WHAT YOU HAVE TO DO: Going through the entries below, count each line containing the word "where". Report the number only.

WORKING DATA:
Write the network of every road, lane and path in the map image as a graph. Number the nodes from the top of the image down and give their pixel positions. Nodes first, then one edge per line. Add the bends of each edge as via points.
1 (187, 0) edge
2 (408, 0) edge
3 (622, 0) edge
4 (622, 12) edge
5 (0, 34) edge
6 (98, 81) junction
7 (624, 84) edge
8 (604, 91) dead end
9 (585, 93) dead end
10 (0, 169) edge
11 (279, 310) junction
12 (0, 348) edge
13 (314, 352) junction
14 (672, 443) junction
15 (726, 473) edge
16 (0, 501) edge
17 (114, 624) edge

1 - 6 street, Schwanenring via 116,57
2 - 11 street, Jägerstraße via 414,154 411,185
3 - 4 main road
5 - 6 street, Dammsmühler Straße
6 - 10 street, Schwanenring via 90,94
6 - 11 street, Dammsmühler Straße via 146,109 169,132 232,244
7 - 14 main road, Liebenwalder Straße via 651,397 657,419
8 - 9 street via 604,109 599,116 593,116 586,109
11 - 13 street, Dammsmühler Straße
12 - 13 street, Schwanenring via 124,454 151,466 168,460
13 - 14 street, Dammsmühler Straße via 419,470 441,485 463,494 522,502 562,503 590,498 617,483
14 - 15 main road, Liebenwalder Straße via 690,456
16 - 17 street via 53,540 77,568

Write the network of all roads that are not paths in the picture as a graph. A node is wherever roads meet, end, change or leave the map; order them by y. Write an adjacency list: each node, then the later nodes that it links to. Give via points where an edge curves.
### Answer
* * *
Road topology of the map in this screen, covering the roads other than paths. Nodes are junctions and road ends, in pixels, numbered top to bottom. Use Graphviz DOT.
...
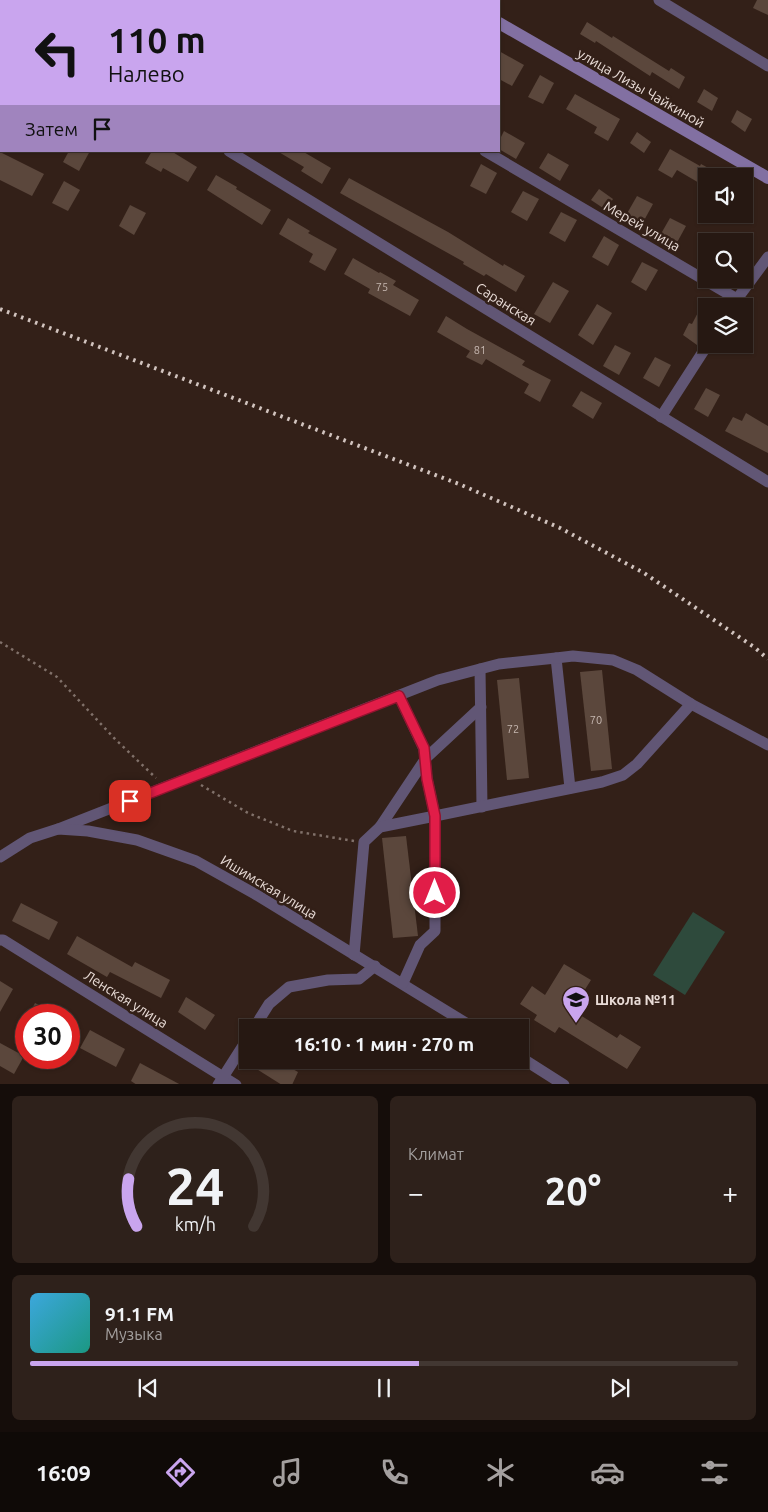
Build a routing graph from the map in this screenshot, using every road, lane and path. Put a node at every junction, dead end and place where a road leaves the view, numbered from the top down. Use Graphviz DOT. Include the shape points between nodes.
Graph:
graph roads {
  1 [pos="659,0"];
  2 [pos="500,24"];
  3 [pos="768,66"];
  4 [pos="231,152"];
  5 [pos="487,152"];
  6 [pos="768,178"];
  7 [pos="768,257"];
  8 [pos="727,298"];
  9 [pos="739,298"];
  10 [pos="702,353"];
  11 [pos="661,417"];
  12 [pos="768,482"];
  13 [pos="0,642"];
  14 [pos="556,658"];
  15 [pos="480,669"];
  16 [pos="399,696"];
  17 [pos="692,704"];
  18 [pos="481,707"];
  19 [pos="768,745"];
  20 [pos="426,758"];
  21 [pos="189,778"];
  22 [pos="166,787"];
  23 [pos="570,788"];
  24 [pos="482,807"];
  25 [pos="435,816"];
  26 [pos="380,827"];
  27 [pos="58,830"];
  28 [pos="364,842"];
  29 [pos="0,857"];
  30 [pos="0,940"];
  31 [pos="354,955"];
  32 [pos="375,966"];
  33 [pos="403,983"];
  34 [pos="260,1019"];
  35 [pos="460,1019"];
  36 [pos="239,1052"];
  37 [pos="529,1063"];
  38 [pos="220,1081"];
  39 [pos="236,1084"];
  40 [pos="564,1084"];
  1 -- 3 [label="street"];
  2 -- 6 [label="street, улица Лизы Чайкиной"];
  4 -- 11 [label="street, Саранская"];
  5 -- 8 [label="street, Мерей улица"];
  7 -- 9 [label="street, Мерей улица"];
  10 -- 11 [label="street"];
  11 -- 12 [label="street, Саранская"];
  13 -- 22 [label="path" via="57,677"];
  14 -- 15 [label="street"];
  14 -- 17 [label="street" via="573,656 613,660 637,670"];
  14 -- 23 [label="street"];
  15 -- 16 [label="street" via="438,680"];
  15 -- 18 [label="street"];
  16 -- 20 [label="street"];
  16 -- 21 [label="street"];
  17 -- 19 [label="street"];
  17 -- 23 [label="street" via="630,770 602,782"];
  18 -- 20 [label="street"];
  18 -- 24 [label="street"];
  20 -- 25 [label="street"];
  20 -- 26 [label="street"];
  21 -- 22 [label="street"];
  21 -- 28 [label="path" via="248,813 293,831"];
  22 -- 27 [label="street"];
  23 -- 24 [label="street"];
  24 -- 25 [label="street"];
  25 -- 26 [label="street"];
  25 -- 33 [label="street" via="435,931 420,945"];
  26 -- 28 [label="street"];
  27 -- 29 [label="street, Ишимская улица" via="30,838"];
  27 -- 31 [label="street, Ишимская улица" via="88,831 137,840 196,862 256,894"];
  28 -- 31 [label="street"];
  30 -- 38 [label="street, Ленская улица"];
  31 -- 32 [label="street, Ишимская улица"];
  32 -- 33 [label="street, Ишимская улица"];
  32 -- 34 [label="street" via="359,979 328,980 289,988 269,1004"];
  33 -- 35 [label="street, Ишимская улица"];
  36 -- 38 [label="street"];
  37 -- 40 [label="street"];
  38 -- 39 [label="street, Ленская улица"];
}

FINAL ANSWER: 2